O dia a dia como de dona do morro é uma loucura, é B.O em cima de problema e o pau tora. É lojista querendo prazo, famílias precisando de assistência, irmãos se desentendendo… Da noite para o dia tudo se transformou na maior correria.

Val me passa todos os relatórios que pedi, e a atualização das mercadorias que estão sendo vendidas, confiro as barreiras, os disciplinas, o serviço social.

Separo tudo de forma que eu entenda pois tenho de passar toda transparência para o quadro, eu acho isso uma canseira mas enquanto estiver em observação tudo precisa ser avaliado por eles para ver minha caminhada.

Pego o telefone para mandar tudo no grupo mas vejo mensagens de um número desconhecido, leio e fico estática por alguns segundos até recobrar os sentidos e conseguir reagir. Pqp mal cheguei já estou sendo ameaçada é para acabar com os pequi do Goiás mesmo.

(Número desconhecido) 17:39

Slv MN.

Seguinte, aquele dia eu só dei um toque pra você, mas agora o papo é reto, se continuar me procurando vai ter volta. O barato é Loko, você tá chegando agora eu já tenho 25 anos aqui dentro, se brincar quando você nasceu eu já estava no crime, fica ciente que eu não baixo pra você nem pra ninguém. E pode procurar pois aí dentro desse morro que não vai encontrar ninguém pra por na missão… aí não tem nenhum pra bater de frente comigo não. Se vier, vai voltar.

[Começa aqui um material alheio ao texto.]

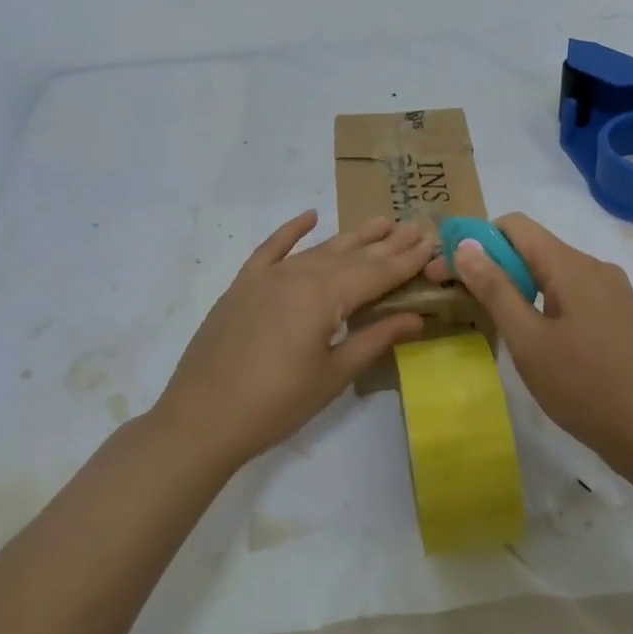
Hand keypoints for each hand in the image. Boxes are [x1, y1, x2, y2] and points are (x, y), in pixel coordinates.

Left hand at [154, 210, 433, 467]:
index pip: (375, 273)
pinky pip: (271, 249)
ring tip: (380, 222)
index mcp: (323, 297)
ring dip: (351, 237)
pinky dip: (291, 231)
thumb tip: (416, 317)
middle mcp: (298, 276)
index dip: (405, 260)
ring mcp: (267, 277)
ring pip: (318, 250)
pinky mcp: (243, 285)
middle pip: (351, 256)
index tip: (430, 242)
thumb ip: (374, 339)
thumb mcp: (333, 375)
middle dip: (386, 243)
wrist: (202, 418)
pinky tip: (310, 216)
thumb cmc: (276, 404)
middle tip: (415, 225)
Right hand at [434, 213, 632, 464]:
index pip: (515, 225)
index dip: (477, 240)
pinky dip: (542, 300)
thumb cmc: (585, 387)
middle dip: (492, 265)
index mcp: (571, 265)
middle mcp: (594, 266)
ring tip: (491, 318)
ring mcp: (611, 290)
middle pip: (533, 247)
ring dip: (516, 285)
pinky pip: (571, 291)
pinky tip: (532, 334)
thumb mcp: (528, 340)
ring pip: (551, 271)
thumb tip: (466, 245)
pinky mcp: (618, 314)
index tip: (449, 270)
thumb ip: (495, 289)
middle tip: (458, 297)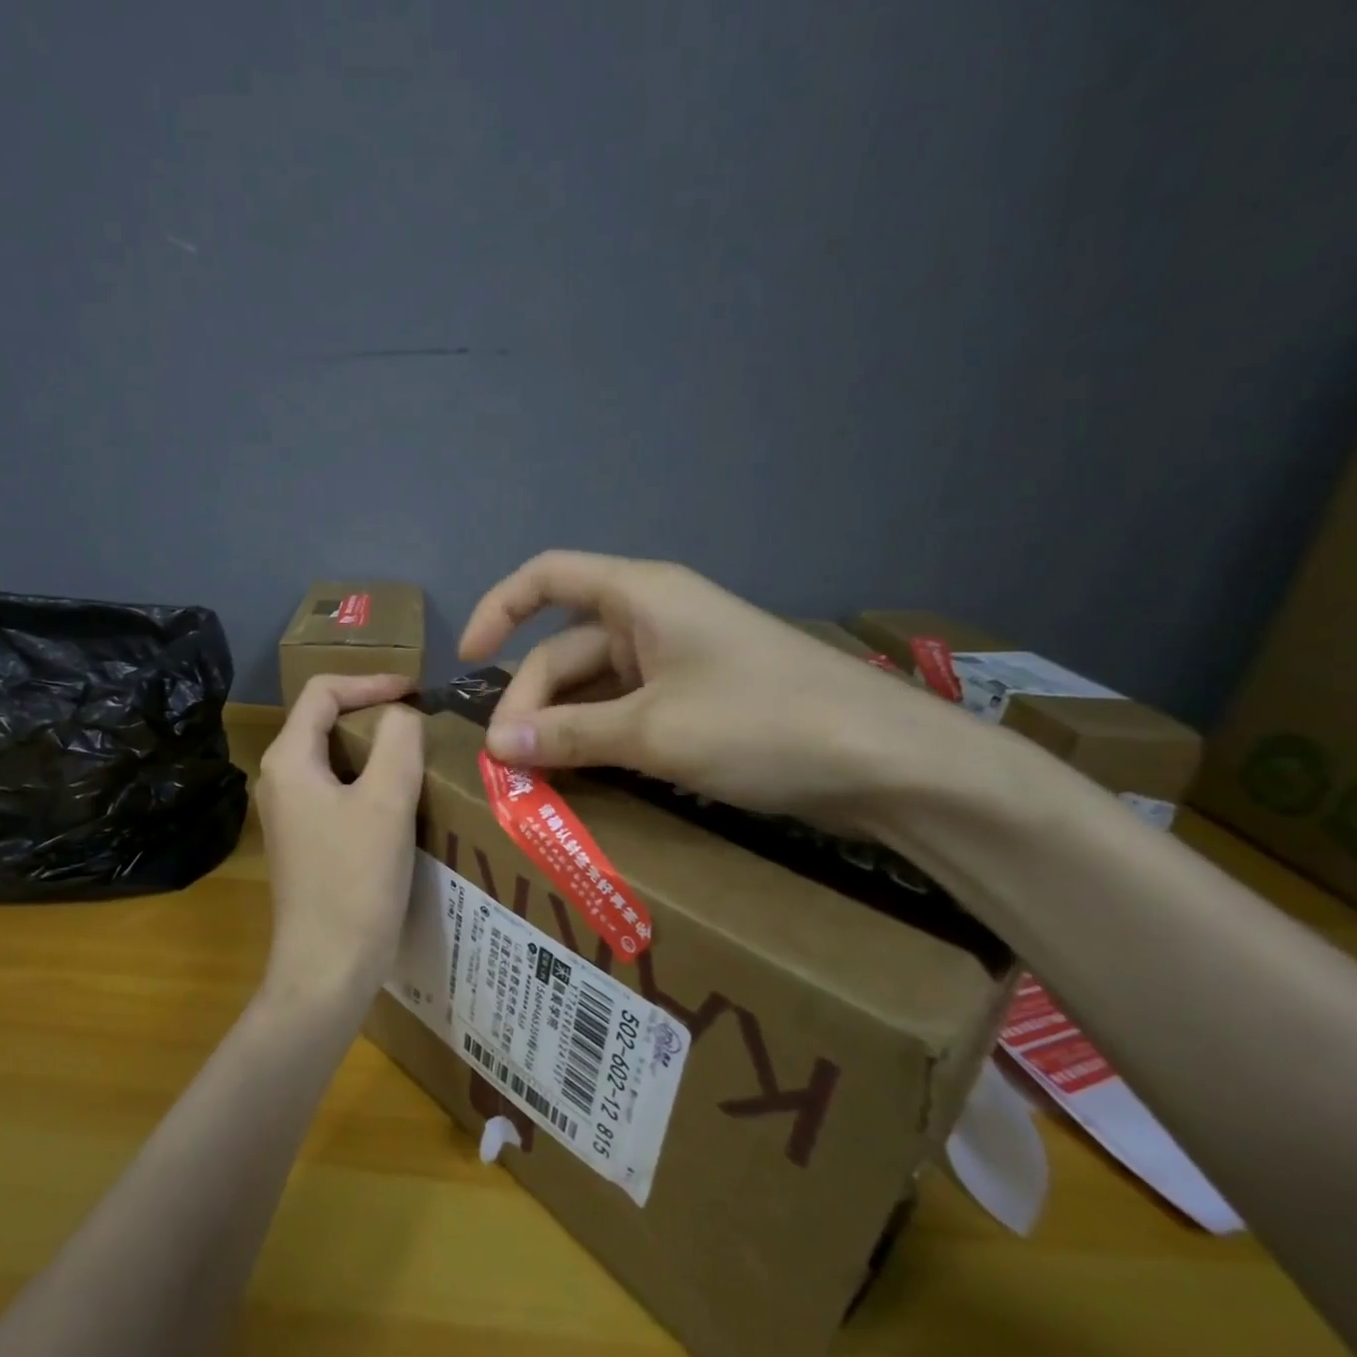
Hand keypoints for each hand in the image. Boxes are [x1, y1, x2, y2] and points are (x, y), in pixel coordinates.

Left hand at [253, 674, 425, 1014]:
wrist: (327, 969)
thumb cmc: (355, 880)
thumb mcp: (386, 800)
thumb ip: (399, 740)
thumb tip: (401, 716)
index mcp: (289, 759)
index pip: (323, 691)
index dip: (372, 681)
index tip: (417, 691)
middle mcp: (280, 779)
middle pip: (326, 721)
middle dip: (374, 713)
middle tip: (423, 721)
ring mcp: (290, 814)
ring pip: (335, 759)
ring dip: (376, 750)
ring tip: (421, 755)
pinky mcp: (306, 842)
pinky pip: (338, 792)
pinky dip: (370, 782)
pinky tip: (404, 800)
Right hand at [458, 550, 970, 816]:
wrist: (889, 762)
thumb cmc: (763, 723)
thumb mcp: (653, 731)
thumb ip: (569, 735)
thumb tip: (495, 744)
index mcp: (640, 596)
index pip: (546, 577)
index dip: (498, 609)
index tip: (467, 663)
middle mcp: (653, 619)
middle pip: (564, 649)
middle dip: (531, 702)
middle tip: (510, 765)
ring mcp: (677, 661)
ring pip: (594, 687)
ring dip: (562, 727)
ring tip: (537, 779)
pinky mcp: (697, 701)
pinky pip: (626, 711)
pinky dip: (599, 740)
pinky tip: (584, 776)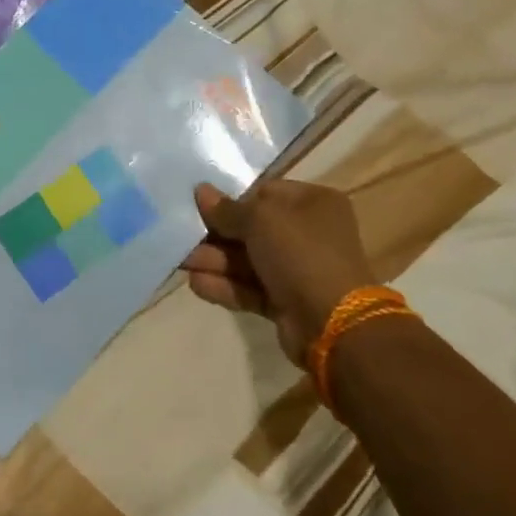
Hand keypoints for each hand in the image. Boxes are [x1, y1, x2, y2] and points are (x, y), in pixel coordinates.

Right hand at [181, 180, 372, 364]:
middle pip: (253, 229)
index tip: (199, 206)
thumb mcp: (261, 220)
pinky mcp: (288, 302)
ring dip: (215, 261)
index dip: (232, 199)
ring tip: (181, 262)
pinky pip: (251, 288)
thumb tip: (202, 191)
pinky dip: (226, 286)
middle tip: (181, 235)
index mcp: (313, 203)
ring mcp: (299, 270)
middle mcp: (309, 233)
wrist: (334, 324)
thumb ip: (228, 209)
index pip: (265, 193)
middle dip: (216, 234)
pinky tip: (197, 284)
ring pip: (248, 260)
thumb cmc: (301, 254)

Opto por não responder, mando mensagem na disciplina responsável e marco uma "R" para daqui uma hora. Ligo para o Papa e assim que ele atende passo a visão de tudo e já mando os print da conversa. A chamada é encerrada logo após finalizar os assuntos da pauta, coloco o telefone sobre a mesa e me permito pensar sobre tudo que está acontecendo em tão curto espaço de tempo.

Bate até um arrependimento por não ter mantido meu posicionamento de que não queria mais me envolver no crime.

Preciso capturar esse vacilão o mais rápido possível, primeiro pela minha integridade e depois para mostrar que eu sou capaz de gerir um morro e também para manter a ordem dentro do meu espaço, onde já se viu deixar qualquer atravessar meu corre, mas não mesmo.

As vezes queria ter o dom de me dividir em duas para dar conta das duas vidas que tenho levado, como não posso pego as minhas chaves desço o morro e pego o d

carro para buscar meus filhos na escola, passamos na sorveteria e ficamos nos divertimos juntos.

Deixo as crianças em casa com minha mãe, mas antes de sair tomo um cafezinho para desestressar, o bicho literalmente vai pegar daqui a pouco.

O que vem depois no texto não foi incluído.